Lesson 1
combinatorial $\sim$ discrete & finite
- solution combinatorial object
- constraint combinatorial structure
Enumeration: How many solutions satisfying the constraints
- Existence: Does there exist a solution
- Extremal: How large/small a solution can be to preserve/avoid structure
- Ramsey: when a solution is sufficiently large, some structures must emerge
- Optimization: find the optimal solution
Construction: construct a solution
Enumeration(Counting)
- How many ways are there:
- $n!$ to rank $n$ people
- $12^n$ to assign $m$ zodiac signs to $n$ people
- $n \choose m$ to choose $m$ people out of $n$ people
- $n-1 \choose m-1$ to partition $n$ people into $m$ groups
- $?$ to distribute $m$ yuan to $n$ people
- $?$ to partition $m$ yuan to $n$ parts
- How many ways are there:
| Name | Description | Notation | Number | Repetition | Ordered | ||
|---|---|---|---|---|---|---|---|
| Tuple | $n$-tuples of $[m]$ | $[m]^n$ | $m^n$ | Y | Y | ||
| Nultiset | $k$-multiset of $n$-set | - | ${n+k-1\choose k}$ | Y | N | ||
| Subset | $k$-uniform of $n$-set, $\ | S\ | =n$ | - | $\binom{n}{k}$ | N | N |
| Partition | $k$-partition of $n$-set | - | $\{ {n\atop k} \}$ | N | N |
- The product rule: $|S\times T|=|S|\cdot|T|$
- The bijection rule: if there exists a bijection between finite sets $S$ and $T$, then $|S|=|T|$.
- Tuples
- $[m]=\{1,2,\cdots,m\}$
- $[m]^n=[m] \times [m] \times\cdots\times [m]$
- $#$ of tuples: $|[m]^n|=m^n$
- Functions
- $f:[n]\to[m]$
- $#$ of functions: $m^n$
Proof: $f:[n]\to[m]\Leftrightarrow v_f\in[m]^n$
- Subsets
- Power set: $2^{[n]}={S|S\subseteq [n]}$
- $|2^{[n]}|=2^n$
- Proof: $S\subseteq [n]\leftrightarrow \{0,1\}^n$
- Subsets of fixed size
- $#$ of $k$-uniform: ${n \choose k}=\frac{n!}{k!(n-k)!}$
- $(n)_k=n(n-1)\cdots(n-k+1)$ is $n$ lower factorial of $k$
- Binomial coefficients
- ${n \choose k}={n\choose n-k}$
- $\sum_{k=0}^{n}{n \choose k}=2^n$
- $(1+x)^n=\sum_{k=0}^{n}{n \choose k}x^k$
Proof: $(1+x)^n=(1+x)(1+x)\cdots(1+x)$, $#$ of $x^k$ is $n\choose k$
- $S=\{x_1, x_2,\cdots,x_n\}$, $#$ of odd subsets $=$ $#$ of even subsets
proof: let $x=-1$
- Compositions of an integer
- $k$-composition of $n$: $k$-tuple that $x_1+x_2+\cdots+x_n=n$, $x_i\in\{1,2,\cdots x_n\}$
- $#$ of $k$-composition: $n-1 \choose k-1$
- weak $k$-composition of $n$: $x_i$ can be 0, aka $(x_1+1)+(x_2+1)+\cdots+(x_n+1)=n+k$
- $#$ of weak $k$-composition: $n+k-1\choose k-1$
- Multisets
- Combinations with repetitions can be formally defined as multisets.

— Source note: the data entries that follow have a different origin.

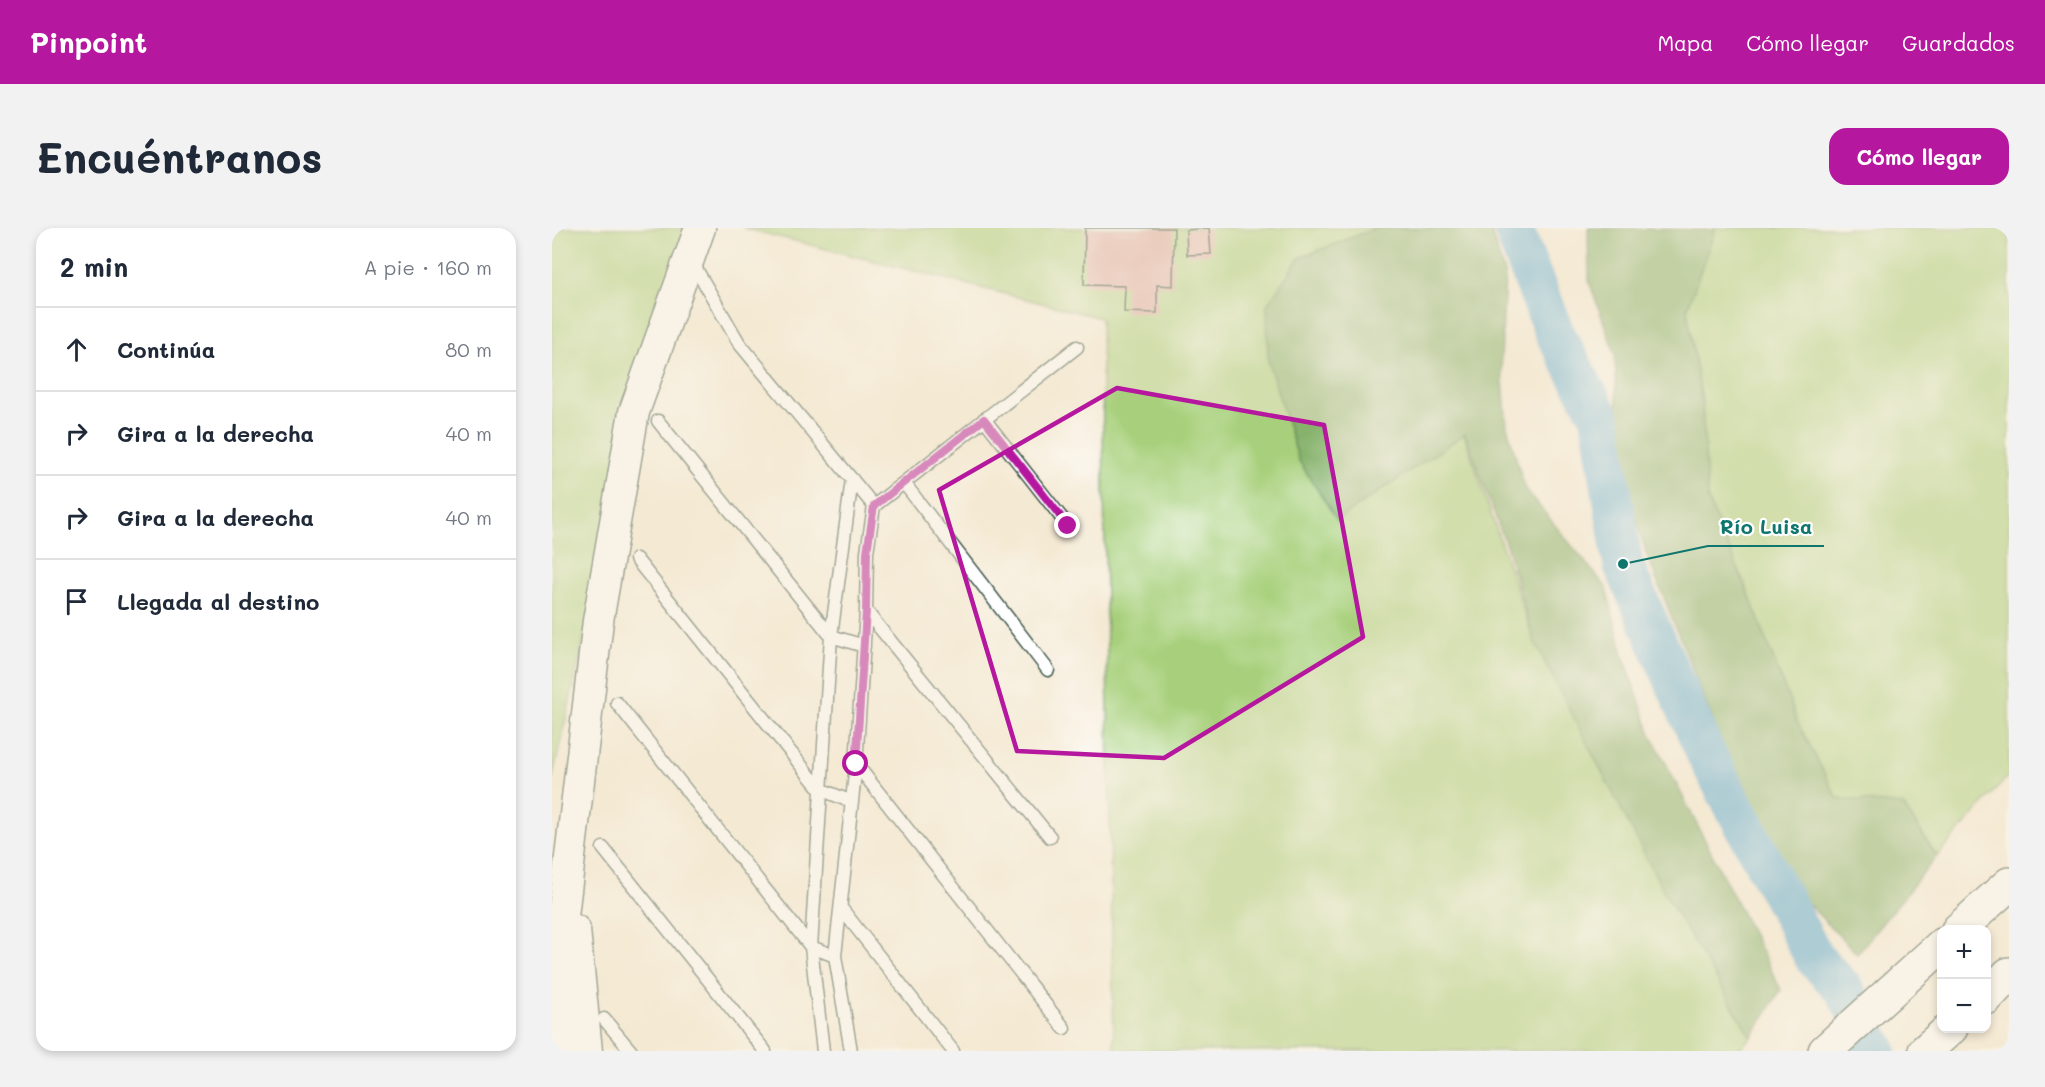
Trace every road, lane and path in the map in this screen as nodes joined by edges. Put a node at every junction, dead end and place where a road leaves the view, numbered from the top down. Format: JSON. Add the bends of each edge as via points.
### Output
{"nodes":[{"id":1,"x":700,"y":228,"type":"edge"},
{"id":2,"x":688,"y":256,"type":"junction"},
{"id":3,"x":1077,"y":347,"type":"dead end"},
{"id":4,"x":984,"y":419,"type":"junction"},
{"id":5,"x":658,"y":421,"type":"dead end"},
{"id":6,"x":852,"y":479,"type":"junction"},
{"id":7,"x":904,"y":483,"type":"junction"},
{"id":8,"x":874,"y":506,"type":"junction"},
{"id":9,"x":1068,"y":526,"type":"dead end"},
{"id":10,"x":636,"y":559,"type":"dead end"},
{"id":11,"x":866,"y":611,"type":"junction"},
{"id":12,"x":831,"y":636,"type":"junction"},
{"id":13,"x":864,"y":646,"type":"junction"},
{"id":14,"x":1048,"y":670,"type":"dead end"},
{"id":15,"x":617,"y":703,"type":"dead end"},
{"id":16,"x":856,"y":764,"type":"junction"},
{"id":17,"x":820,"y":789,"type":"junction"},
{"id":18,"x":852,"y":802,"type":"junction"},
{"id":19,"x":1050,"y":837,"type":"dead end"},
{"id":20,"x":603,"y":848,"type":"dead end"},
{"id":21,"x":560,"y":872,"type":"edge"},
{"id":22,"x":2009,"y":884,"type":"edge"},
{"id":23,"x":840,"y":908,"type":"junction"},
{"id":24,"x":1963,"y":925,"type":"edge"},
{"id":25,"x":811,"y":947,"type":"junction"},
{"id":26,"x":1937,"y":949,"type":"edge"},
{"id":27,"x":835,"y":956,"type":"junction"},
{"id":28,"x":2009,"y":974,"type":"edge"},
{"id":29,"x":1991,"y":993,"type":"edge"},
{"id":30,"x":604,"y":1019,"type":"dead end"},
{"id":31,"x":1064,"y":1028,"type":"dead end"},
{"id":32,"x":1946,"y":1033,"type":"edge"},
{"id":33,"x":562,"y":1051,"type":"edge"},
{"id":34,"x":587,"y":1051,"type":"edge"},
{"id":35,"x":631,"y":1051,"type":"edge"},
{"id":36,"x":765,"y":1051,"type":"edge"},
{"id":37,"x":823,"y":1051,"type":"edge"},
{"id":38,"x":850,"y":1051,"type":"edge"},
{"id":39,"x":953,"y":1051,"type":"edge"},
{"id":40,"x":1825,"y":1051,"type":"edge"},
{"id":41,"x":1925,"y":1051,"type":"edge"}],
"edges":[{"from":1,"to":2,"type":"street"},
{"from":2,"to":6,"type":"lane","via":[[740,343]]},
{"from":2,"to":21,"type":"street","via":[[634,412]]},
{"from":3,"to":4,"type":"lane"},
{"from":4,"to":7,"type":"lane"},
{"from":4,"to":9,"type":"lane"},
{"from":5,"to":12,"type":"lane"},
{"from":6,"to":8,"type":"lane"},
{"from":6,"to":12,"type":"lane"},
{"from":7,"to":8,"type":"lane"},
{"from":7,"to":14,"type":"lane"},
{"from":8,"to":11,"type":"lane","via":[[867,552]]},
{"from":10,"to":17,"type":"lane"},
{"from":11,"to":13,"type":"lane"},
{"from":11,"to":19,"type":"lane"},
{"from":12,"to":13,"type":"lane"},
{"from":12,"to":17,"type":"lane"},
{"from":13,"to":16,"type":"lane"},
{"from":15,"to":25,"type":"lane"},
{"from":16,"to":18,"type":"lane"},
{"from":16,"to":31,"type":"lane"},
{"from":17,"to":18,"type":"lane"},
{"from":17,"to":25,"type":"lane"},
{"from":18,"to":23,"type":"lane"},
{"from":20,"to":36,"type":"lane"},
{"from":21,"to":33,"type":"street"},
{"from":21,"to":34,"type":"street"},
{"from":22,"to":24,"type":"highway"},
{"from":23,"to":27,"type":"lane"},
{"from":23,"to":39,"type":"lane"},
{"from":25,"to":27,"type":"lane"},
{"from":25,"to":37,"type":"lane"},
{"from":26,"to":40,"type":"highway"},
{"from":27,"to":38,"type":"lane"},
{"from":28,"to":29,"type":"highway"},
{"from":30,"to":35,"type":"lane"},
{"from":32,"to":41,"type":"highway"}]}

- $({n \choose k})={n+k-1\choose k}$
- Multinomial coefficients
- $\binom{n}{m_1,m_2,\cdots, m_k}=\frac{n!}{m_1!m_2!\cdots m_k!}$, $\sum_i m_i=n$
- $\binom{n}{m, n-m}=\binom{n}{m}$
- $(x_1,x_2,\cdots,x_k)^n=\sum_{m_1+m_2+\cdots+m_k=n}\binom{n}{m_1,m_2,\cdots, m_k}x_1^{m_1}\cdots x_k^{m_k}$
- Partitions of a set
- partition of $S$: $P={S_1,S_2,\cdots,S_k}$, $S_i\ne\emptyset$, $S_i\cap S_j$ if $i\ne j$, $\bigcup S_i=S$
- if $|P|=k$, then $P$ is a $k$-partition of $S$
- $#$ of $k$-partitions of a $n$-set is $\{ {n\atop k} \}$
- Stirling number of the second kind
- The twelvfold way
| $n$ balls | $m$ bins | unrestricted | $\leq 1$ for all bin | $\geq 1$ for all bin |
|---|---|---|---|---|
| distinct | distinct | $m^n$ | $(m)_n=n!\binom{m}{n}$ | $m!\{ {n\atop m} \}$ |
| identical | distinct | $(\binom{m}{n})$ | $m\choose n$ | $\binom{m-1}{n-1}$ |
| distinct | identical | $\sum_{k=1}^m\{ {n\atop k} \}$ | $1$ | $\{ {n\atop m} \}$ |
| identical | identical | $-$ | $-$ | $-$ |